WHOSE SETTLEMENT IS IT, ANYWAY? NEGOTIATING CONSISTENT WITH AN INSURER’S STRONG COVERAGE DEFENSES
This author suggested, in an earlier May 2016 Bad Faith blog article, that an insurer can measure on a “strength scale” its insurance coverage defenses while it defends its insured against underlying claims and lawsuits under a reservation of rights. The “strength scale” of coverage defenses, especially when subject to ongoing updates, can become a useful decision-making tool during settlement negotiations. An insurer has a legitimate basis to assess its coverage defenses as part of the settlement process when the coverage issues may render it unclear whose money will be used to pay for a judgment or settlement: the insurer’s money, the insured’s money, or combined contributions of both.

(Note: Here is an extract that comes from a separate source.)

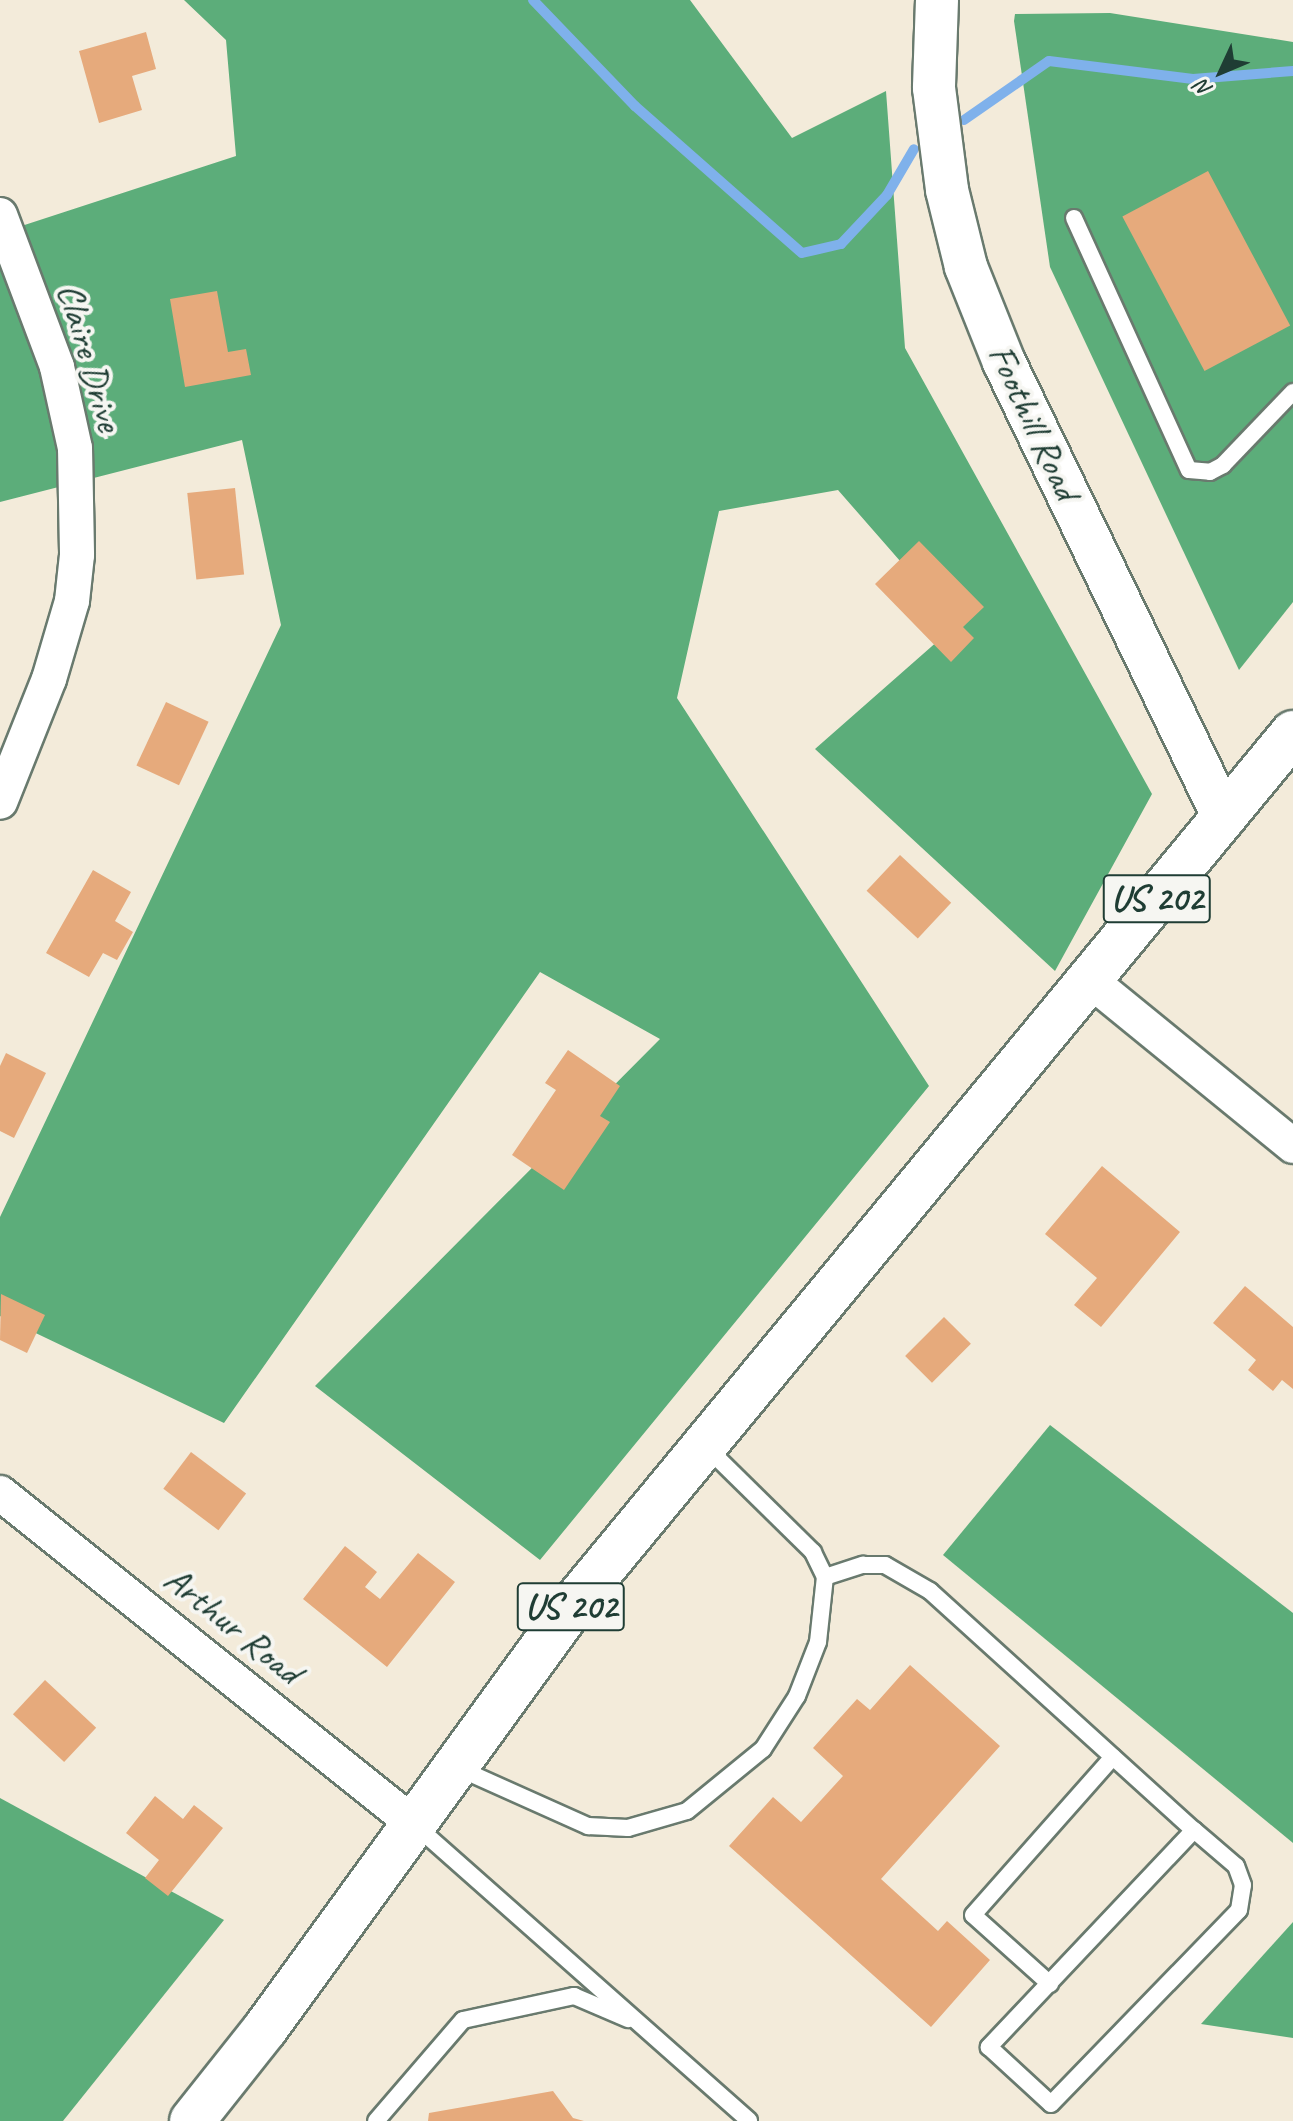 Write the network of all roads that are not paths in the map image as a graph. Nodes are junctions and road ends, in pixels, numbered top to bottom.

“Bad faith” case law can be scarce, in many jurisdictions, regarding insurers that base their settlement decisions in whole or in part on insurance coverage considerations. Although Washington state has many reported decisions addressing “bad faith” breaches of an insurer’s duty to defend and/or its duty to indemnify, it has only a few cases specifically addressing the “duty to settle.” And, it has no case law setting forth specific guidelines or rules for an insurer’s settlement decisions based upon “mixed” evaluations of underlying tort claims versus insurance coverage disputes with the insured. But Washington’s often-cited treatise on insurance coverage law, and at least two federal judges in Washington, have stated that insurers are not prohibited from considering coverage issues when deciding how much money to contribute to a settlement. Berkshire Hathaway Homestate Ins. Co. v. SQI, Inc., 132 F.Supp.3d 1275 (W.D. Wash. 2015); Specialty Surplus Ins. Co. v. Second Chance, Inc., 412 F.Supp.2d 1152 (W.D. Wash. 2006) (“Second Chance”) (An insurer can lawfully protect its “monetary interest,” because the insurer has a right to be concerned with “whether it owes a settlement payment” based on a coverage dispute with the insured); Thomas V. Harris, Washington Insurance Law § 19.05 (3d ed. 2010).
These two opinions, reflecting the federal court’s prediction of Washington law and not binding precedent in the Washington state courts, adopted tests set forth in a 1991 Florida appellate case (Robinson v. State Farm, 583 So.2d 1063) as the factors involved in an insurer’s good faith consideration of its coverage concerns during the settlement process. Their five listed factors include not only “the weight of legal authority on the central coverage issues”; but also whether the insurer’s efforts to settle the liability claim were “consistent with the strength of its coverage position.” Although the similar Robinson factor may have originally focused on sufficiency of the insurer’s efforts to settle, the Washington court’s comments in Second Chance support that in Washington, a reasonable element of the analysis is whether the insurer’s proposed contribution to settlement is consistent with the insurer’s genuine coverage disputes.
Ultimately, when faced with reasonableness of settlement bad faith disputes, Washington courts permit an equal consideration of the insurer’s interests, but they also warn insurers against actions demonstrating a greater concern for their own monetary interests than the monetary interests of the insured being defended under a reservation of rights. Like many jurisdictions nationwide, Washington and Florida courts conclude that the entire context of the insurer’s decision making process will determine whether the insurer was reasonable. Therefore, insurers that engage in “mixed” evaluations of tort issues and coverage issues during settlement efforts may benefit from a review of the full factual history leading up to settlement, while they also obtain legal counsel’s confirmation of the most currently applicable legal standards.